Personne n’interrompit Mitsuguri, qui avait une manière de chanter particulièrement étonnante ; elle parvint à moduler sa voix pour sembler presque robotique, ce qui expliquait peut-être le choix de l’accoutrement. Ta professeure ne parut ni surprise ni en colère, et s’assit même à son bureau en battant le rythme de son pied. Tout ceci avait une saveur d’exception maîtrisée, d’anomalie tolérée, voire appréciée. Et toi, au milieu, tu admirais ce méli-mélo de fantastique dans un quotidien qui deviendrait vite le tien.
L’heure du déjeuner arrivait et, avec elle, la proposition de venir manger avec le reste du club de chant. Tu acceptas sans broncher et suivis tes trois camarades de la 2H.
Vous descendîtes tous ensemble en bas de votre bâtiment pour suivre le chemin de terre que tu avais remarqué plus tôt. Tu levas machinalement les yeux vers les toits ; heureusement, aucune tache de sang ni aucun corps gisant au sol n’était à déplorer, ce qui devait signifier que le rouquin volant s’en était tiré. Naomitsu repéra ton geste et te sourit, entamant à nouveau la conversation.
— Ah, tu as vu ça en arrivant ? C’était dingue, hein ?
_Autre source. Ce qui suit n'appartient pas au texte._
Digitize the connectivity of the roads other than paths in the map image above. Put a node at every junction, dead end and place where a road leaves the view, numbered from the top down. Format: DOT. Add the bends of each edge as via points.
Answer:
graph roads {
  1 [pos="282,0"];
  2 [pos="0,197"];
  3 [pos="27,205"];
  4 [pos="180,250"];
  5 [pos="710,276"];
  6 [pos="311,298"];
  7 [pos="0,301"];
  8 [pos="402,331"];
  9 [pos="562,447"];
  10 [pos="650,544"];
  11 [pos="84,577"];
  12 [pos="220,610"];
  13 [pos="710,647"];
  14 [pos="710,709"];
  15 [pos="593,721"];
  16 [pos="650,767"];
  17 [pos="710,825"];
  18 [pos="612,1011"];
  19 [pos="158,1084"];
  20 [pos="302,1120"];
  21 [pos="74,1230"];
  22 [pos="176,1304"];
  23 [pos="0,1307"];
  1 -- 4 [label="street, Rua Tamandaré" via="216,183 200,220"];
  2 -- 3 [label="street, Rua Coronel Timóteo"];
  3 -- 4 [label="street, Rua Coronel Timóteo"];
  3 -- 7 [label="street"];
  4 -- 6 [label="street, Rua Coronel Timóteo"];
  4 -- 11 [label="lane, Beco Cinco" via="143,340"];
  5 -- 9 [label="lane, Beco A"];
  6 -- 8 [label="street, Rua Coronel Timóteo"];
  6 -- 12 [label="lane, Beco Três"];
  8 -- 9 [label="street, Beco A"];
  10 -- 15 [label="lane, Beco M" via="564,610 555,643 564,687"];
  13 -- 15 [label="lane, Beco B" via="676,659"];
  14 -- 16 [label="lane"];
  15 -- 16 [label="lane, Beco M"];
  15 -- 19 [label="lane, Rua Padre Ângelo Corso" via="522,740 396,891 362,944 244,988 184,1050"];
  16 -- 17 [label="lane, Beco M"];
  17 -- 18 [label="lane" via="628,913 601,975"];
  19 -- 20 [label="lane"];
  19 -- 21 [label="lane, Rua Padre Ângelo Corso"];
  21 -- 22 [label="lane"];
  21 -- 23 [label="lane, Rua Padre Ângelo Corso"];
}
— Dingue, c’est bien le mot. Qui a eu l’idée de construire une catapulte sur le toit d’un lycée ?
— Le club de cuisine, répondit Tatsuya en s’allumant une cigarette, c’est eux qui l’ont commandé au club d’Otakus il y a maintenant deux ans, il me semble.
— Attendez, pourquoi le club de cuisine aurait besoin d’une catapulte, pour commencer ? demandas-tu en fronçant les sourcils. Ils sont si dangereux que ça ?
Naomitsu t’attrapa par les épaules en riant. C’est Mitsurugi qui se plaça devant toi et marcha à reculons pour te répondre.
— T’inquiète pas Sachiko, on va te mettre à jour ! Mais ouais, le club de cuisine ils sont pas commodes, et en plus de ça ils sont avec l’Iteriateikoku qui, avec le combat de ce matin, sont revenus dans le top 1 !
Tu clignas des yeux, plusieurs fois, ralentissant le pas malgré toi à chaque fois que tu ne comprenais pas un mot utilisé. Cette fois, l’hilarité passa de Mitsurugi à Naomitsu ce qui arracha un soupir amusé à Tatsuya.
— Personne ne t’a jamais parlé du classement des dangers à Himawari ? demanda l’adolescente aux longues couettes.
— J’en ai brièvement entendu parler, mais je vais en effet peut-être avoir besoin d’un petit récapitulatif, souris-tu.
D’appétissantes odeurs arrivèrent jusqu’à tes narines, embaumant ton estomac d’une envie dévorante d’avaler ce qui était servi. Tu t’étonnas d’ailleurs de la jeunesse du staff au service, mais tu compris au gré des échanges que le fameux club de cuisine se chargeait des plats quotidiennement.
Je comprends mieux pourquoi elles sont si dangereuses ; commander une catapulte d’accord, mais quand on peut empoisonner la nourriture, ça donne tout de suite une autorité naturelle non négligeable.
Tout ceci était intéressant, mais est-ce qu’au moins elles cuisinaient bien ? Vous vous installâtes à l’une des grandes tables ; le réfectoire était immense, d’ailleurs, et particulièrement bien entretenu.
— Laissez-moi deviner, personne ne se bat jamais à l’intérieur de la cantine sous peine de représailles de la part des cuisinières ? demandas-tu avec un sourire sardonique.
— Tu as tout compris, fit Mitsurugi en avalant une cuillère de purée. Et tu vas vite voir qu’il y a tout un tas de règles tacites à Himawari dont tu devras vite t’accommoder si tu veux survivre, mais là-dessus comptes sur nous, on va t’aider !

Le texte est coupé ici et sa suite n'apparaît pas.